** Opening DATA FOR THIS TASK block **

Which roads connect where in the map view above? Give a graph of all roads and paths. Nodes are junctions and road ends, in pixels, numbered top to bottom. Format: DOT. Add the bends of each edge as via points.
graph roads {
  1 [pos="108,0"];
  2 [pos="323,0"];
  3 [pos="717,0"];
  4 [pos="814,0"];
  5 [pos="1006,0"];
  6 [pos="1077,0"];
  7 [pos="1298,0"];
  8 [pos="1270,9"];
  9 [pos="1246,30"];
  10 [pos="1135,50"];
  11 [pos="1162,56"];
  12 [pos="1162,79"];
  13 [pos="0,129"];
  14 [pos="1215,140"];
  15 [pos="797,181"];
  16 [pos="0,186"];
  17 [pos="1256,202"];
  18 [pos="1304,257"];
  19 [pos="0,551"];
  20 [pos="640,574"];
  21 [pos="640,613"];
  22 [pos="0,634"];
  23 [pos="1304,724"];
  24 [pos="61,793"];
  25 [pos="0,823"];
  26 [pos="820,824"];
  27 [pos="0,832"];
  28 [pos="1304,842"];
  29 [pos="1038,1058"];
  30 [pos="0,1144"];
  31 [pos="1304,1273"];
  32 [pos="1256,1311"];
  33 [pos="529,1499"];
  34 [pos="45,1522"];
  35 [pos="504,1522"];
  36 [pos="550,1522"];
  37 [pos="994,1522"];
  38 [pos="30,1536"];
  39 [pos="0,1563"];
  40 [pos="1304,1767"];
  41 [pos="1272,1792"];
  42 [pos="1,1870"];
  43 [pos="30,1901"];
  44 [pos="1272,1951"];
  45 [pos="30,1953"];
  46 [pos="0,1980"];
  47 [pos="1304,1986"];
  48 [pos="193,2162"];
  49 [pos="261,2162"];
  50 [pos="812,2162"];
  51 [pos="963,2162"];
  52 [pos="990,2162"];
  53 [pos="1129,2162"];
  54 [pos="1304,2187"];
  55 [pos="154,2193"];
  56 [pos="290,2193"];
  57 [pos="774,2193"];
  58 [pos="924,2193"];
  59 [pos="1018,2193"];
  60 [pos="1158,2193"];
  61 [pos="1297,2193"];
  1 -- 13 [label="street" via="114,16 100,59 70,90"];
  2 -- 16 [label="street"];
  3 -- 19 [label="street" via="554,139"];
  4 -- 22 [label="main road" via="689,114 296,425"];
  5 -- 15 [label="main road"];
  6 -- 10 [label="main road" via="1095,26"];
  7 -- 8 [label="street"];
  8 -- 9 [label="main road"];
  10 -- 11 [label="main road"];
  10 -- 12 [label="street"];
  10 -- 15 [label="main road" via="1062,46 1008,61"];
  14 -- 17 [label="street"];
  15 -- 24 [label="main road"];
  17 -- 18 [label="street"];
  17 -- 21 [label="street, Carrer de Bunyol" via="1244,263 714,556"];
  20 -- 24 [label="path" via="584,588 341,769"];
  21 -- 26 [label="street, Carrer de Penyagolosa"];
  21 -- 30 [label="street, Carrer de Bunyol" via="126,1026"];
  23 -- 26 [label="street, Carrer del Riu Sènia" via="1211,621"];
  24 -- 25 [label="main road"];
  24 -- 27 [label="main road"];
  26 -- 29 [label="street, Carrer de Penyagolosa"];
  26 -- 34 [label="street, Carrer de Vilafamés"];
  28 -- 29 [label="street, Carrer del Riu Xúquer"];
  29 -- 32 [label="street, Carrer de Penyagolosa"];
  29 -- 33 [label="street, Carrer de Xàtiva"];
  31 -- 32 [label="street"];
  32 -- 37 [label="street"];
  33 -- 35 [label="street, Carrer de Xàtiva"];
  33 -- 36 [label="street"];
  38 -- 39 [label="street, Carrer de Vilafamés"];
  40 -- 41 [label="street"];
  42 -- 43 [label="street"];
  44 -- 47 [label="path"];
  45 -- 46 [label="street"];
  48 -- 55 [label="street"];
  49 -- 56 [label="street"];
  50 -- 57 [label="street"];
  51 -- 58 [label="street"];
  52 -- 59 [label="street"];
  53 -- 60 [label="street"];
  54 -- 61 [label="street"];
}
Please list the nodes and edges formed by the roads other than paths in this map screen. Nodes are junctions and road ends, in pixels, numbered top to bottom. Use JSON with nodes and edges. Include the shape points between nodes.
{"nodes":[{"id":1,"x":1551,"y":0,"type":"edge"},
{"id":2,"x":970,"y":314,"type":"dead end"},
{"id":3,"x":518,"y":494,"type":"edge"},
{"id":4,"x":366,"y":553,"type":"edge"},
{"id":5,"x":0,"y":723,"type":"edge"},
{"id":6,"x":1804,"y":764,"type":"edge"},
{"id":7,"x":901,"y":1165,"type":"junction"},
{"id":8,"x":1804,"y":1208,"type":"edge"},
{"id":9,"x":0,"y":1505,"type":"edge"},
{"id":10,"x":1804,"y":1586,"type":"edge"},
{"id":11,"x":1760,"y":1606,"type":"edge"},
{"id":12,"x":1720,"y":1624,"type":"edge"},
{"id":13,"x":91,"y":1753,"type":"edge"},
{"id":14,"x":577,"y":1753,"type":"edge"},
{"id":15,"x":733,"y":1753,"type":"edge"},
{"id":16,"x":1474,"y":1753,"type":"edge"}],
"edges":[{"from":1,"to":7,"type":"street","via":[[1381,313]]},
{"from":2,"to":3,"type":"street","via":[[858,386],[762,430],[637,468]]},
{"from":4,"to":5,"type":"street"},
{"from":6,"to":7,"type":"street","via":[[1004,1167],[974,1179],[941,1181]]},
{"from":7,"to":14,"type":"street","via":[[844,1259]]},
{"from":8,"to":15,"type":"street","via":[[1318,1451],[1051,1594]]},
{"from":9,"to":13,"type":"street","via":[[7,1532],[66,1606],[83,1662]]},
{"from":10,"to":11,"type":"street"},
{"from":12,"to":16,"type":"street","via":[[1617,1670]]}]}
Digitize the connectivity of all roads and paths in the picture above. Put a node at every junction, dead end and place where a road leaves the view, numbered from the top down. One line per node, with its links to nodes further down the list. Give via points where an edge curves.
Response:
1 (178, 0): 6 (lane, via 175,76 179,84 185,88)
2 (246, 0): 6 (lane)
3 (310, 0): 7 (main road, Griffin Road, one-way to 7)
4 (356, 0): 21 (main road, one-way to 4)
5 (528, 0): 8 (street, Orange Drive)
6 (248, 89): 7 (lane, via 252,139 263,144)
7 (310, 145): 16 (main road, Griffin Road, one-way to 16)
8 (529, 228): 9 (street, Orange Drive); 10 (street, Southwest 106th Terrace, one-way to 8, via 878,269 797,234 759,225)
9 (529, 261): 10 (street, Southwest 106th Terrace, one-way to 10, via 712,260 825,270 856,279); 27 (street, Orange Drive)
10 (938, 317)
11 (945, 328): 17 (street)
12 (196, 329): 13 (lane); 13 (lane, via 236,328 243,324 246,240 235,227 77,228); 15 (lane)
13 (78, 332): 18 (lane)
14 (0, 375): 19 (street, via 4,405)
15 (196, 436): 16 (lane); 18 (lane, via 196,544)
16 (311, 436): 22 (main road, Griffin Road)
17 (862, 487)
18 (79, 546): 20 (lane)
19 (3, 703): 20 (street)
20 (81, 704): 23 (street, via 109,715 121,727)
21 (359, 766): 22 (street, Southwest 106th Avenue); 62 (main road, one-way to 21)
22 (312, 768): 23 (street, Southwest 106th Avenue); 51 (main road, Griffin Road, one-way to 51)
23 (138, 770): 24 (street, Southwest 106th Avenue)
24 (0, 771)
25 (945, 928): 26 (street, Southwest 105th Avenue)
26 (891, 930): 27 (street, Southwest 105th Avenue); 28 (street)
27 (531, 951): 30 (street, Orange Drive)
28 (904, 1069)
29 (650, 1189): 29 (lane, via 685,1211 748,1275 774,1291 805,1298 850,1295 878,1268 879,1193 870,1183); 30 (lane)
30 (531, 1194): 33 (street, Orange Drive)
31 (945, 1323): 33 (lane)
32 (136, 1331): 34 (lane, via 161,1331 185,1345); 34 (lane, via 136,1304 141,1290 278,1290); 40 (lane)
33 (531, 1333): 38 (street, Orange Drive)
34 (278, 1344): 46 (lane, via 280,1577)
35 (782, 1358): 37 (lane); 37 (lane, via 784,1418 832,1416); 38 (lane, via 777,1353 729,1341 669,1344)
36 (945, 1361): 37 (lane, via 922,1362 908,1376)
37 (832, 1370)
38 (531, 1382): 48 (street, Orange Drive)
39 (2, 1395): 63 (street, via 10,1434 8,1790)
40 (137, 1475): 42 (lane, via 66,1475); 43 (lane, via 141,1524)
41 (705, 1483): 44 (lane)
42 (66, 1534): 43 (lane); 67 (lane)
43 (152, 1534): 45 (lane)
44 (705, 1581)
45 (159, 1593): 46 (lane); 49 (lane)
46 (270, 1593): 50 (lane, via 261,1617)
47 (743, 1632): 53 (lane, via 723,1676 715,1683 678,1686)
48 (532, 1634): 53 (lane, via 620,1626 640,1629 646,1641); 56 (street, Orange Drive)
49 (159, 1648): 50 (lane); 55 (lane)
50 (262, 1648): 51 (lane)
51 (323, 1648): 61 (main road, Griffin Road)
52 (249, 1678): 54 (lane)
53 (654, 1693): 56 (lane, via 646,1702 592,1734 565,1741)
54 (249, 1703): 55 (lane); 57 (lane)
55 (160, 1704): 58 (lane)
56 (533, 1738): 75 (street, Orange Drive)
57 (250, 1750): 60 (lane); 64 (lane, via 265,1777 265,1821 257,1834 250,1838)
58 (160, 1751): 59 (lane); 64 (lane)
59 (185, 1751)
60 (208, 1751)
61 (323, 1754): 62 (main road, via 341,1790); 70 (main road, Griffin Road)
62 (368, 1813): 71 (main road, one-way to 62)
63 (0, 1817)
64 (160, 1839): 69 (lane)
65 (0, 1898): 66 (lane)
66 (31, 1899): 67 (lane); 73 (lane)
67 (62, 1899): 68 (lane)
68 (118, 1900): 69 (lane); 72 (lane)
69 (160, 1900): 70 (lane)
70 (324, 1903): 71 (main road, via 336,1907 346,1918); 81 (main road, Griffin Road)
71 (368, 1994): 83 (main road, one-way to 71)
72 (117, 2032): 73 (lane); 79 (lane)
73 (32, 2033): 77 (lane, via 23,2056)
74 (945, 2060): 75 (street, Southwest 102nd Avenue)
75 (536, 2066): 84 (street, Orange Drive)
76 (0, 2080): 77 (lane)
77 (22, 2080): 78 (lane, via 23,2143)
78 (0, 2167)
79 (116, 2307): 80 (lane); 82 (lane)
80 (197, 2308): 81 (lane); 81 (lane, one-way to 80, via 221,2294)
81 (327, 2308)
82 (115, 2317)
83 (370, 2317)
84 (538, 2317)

** Closing DATA FOR THIS TASK block **

_EXERCISE PROMPT_
Your answer should be all lines from the data that contain "above".

_THE COMPLETED TASK_
Which roads connect where in the map view above? Give a graph of all roads and paths. Nodes are junctions and road ends, in pixels, numbered top to bottom. Format: DOT. Add the bends of each edge as via points.
Digitize the connectivity of all roads and paths in the picture above. Put a node at every junction, dead end and place where a road leaves the view, numbered from the top down. One line per node, with its links to nodes further down the list. Give via points where an edge curves.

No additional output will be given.